Coleção Levoir/Público Marvel 2014 – 9.º Volume: X-Men

(Prometo informar os menos conhecedores acerca da acessibilidade desta coleção de BD, ou seja, se é fácil ou não ler sem saber mais coisas)

Grau de acessibilidade: Médio para o Fácil

Sai amanhã, Quinta-feira, dia 4 de Setembro, junto com Público e custa 8,9€

Em 1981 foi previsto que 2013 seria o ano da morte dos X-Men, a famosa equipa de super-heróis da editora de BD americana, a Marvel. Todos eles mutantes que, segundo este universo ficcional, são o passo seguinte na evolução da humanidade, seriam exterminados num momento da história em nada diferente do Holocausto. A equipa estava no auge da popularidade, totalmente por culpa de dois artistas, Chris Claremont (escritor) e John Byrne (escritor e desenhista), que desde 1975 e 1977, respectivamente, produziam histórias que viriam a ser consideradas um marco, não só pela qualidade da colaboração, mas também por apresentarem alguns dos momentos mais relevantes, icónicos e transformadores da BD americana.

A parelha tinha acabado de sair de um desses momentos, ao produzir uma das suas mais importantes histórias, em que haviam sido forçados a matar um relevante personagem dos X-Men na intitulada “Saga da Fênix Negra” (publicada também Levoir-Público). O que poderia ser visto por qualquer outro como um apropriado canto do cisne, na realidade serviu como acha para uma fogueira que arderia ainda por mais alguns meses. Nasceria Days of Future Past.

O enredo à data era algo de particularmente inovador na BD americana. Durante dois números mensais, os 141 e 142 da revista Uncanny X-Men, a equipa dividiu o protagonismo das páginas da revista com uma sua versão futura.
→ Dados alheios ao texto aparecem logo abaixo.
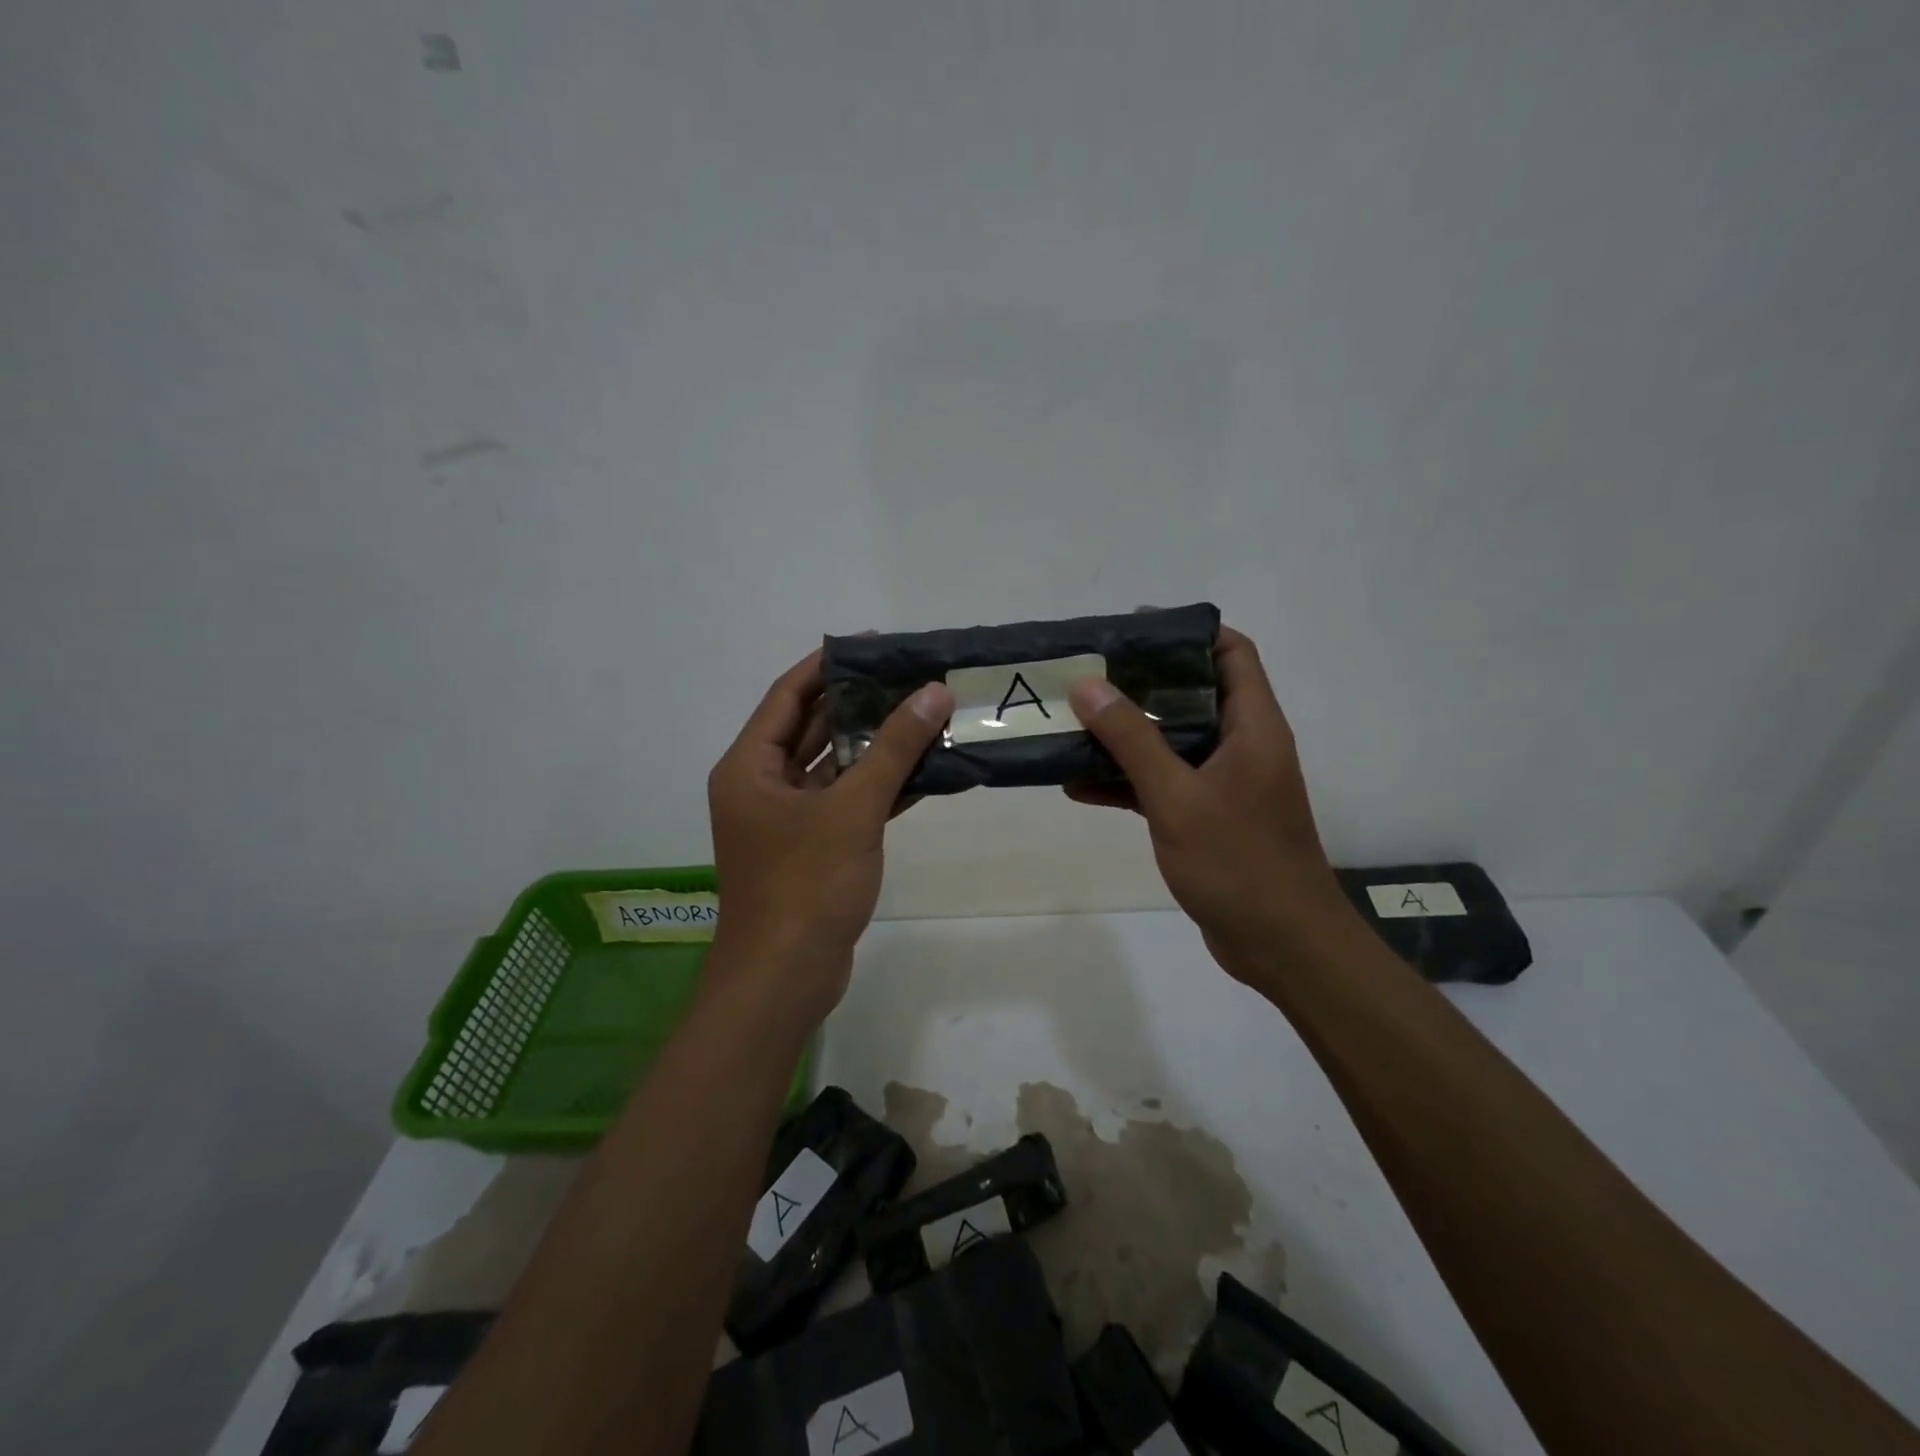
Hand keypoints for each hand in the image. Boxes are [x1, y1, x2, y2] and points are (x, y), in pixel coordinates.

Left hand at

Daí a 30 anos, o governo norte-americano havia aprovado uma lei que bania a existência dos chamados mutantes, os homo superior, relegando-os a um papel de párias, perseguidos por todos em geral e por gigantescos robôs sentinelas em particular, caçadores implacáveis e velhos inimigos dos X-Men. Aquilo que representavam, as minorias, a luta pela afirmação da diferença, os direitos dos excluídos, era sublinhado e hiperbolizado, ao comparar a sua luta com o sofrimento infligido a tantos outros ao longo da História da humanidade. Comparava-os à perseguição e purga que havia sido sanguinariamente perpetrada a tantos outros no passado. Depois de caçados como sub-humanos, eram atirados para campos de concentração, forçados a viver em condições que espelhavam o racismo e desprezo que inspiravam nos seus semelhantes. Deste futuro distópico é trazida para o presente a mente de um dos X-Men, que tenta usar o seu corpo de 1981 para impedir que aquele 2013 tenha lugar.

A luta no presente adquiria um peso diferente. Os X-Men não lutavam apenas contra o vilão do momento ou o inimigo figadal, lutavam pelo futuro da sua raça, um futuro que se desenhava negro, o reflexo distorcido do sonho que os havia inspirado a unir-se, o da irmandade entre todos os homens. Este conflito era genialmente sublinhado pelos criadores, ao forçarem no presente de 1981 um combate tipicamente “super-heróico”, mas desta feita contra um grupo de mutantes terroristas que, não acreditando na filosofia pacifista dos X-Men, procuravam uma defesa mais militarista dos direitos que acreditavam ser seus. Deste modo, os protagonistas são colocados numa área cinzenta de moralidade, fornecendo diferentes pontos de vista e aproximações a um mesmo problema. A conclusão, à data, foi particularmente dura e surpreendente, porque as versões dos X-Men de 2013 sofriam um destino nada risonho. A luta dos principais personagens assumia-se, uma vez mais, como multidimensional e facetada. O futuro era verdadeiramente trágico e nessa dimensão Chris Claremont e John Byrne saíam vitoriosos e inovadores. Os X-Men assumiam-se como personagens de uma tragédia clássica, em que o destino inexoravelmente os dirigia para um fim negro, apesar de todos os esforços, apesar de todos os sacrifícios.

Este volume da Levoir coleciona esta história mas não só. Junta os derradeiros e históricos momentos da mítica colaboração entre Claremont e Byrne: o regresso de Wolverine à sua terra natal, o Canadá; as boas-vindas de Kitty Pryde ao escola dos X-Men; a elegia de Jean Grey, a Fênix Negra. Isto é para lá de essencial, é lendário e objecto de teses de doutoramento sobre a BD.


Nota final – Eu não partilho da opinião que se tem de saber tudo para acompanhar bem uma história. Parte da “magia” da BD americana reside na descoberta posterior, na paciente reconstrução do puzzle. Mas para aqueles que não têm tempo e paciência aqui fica este meu pequeno esforço.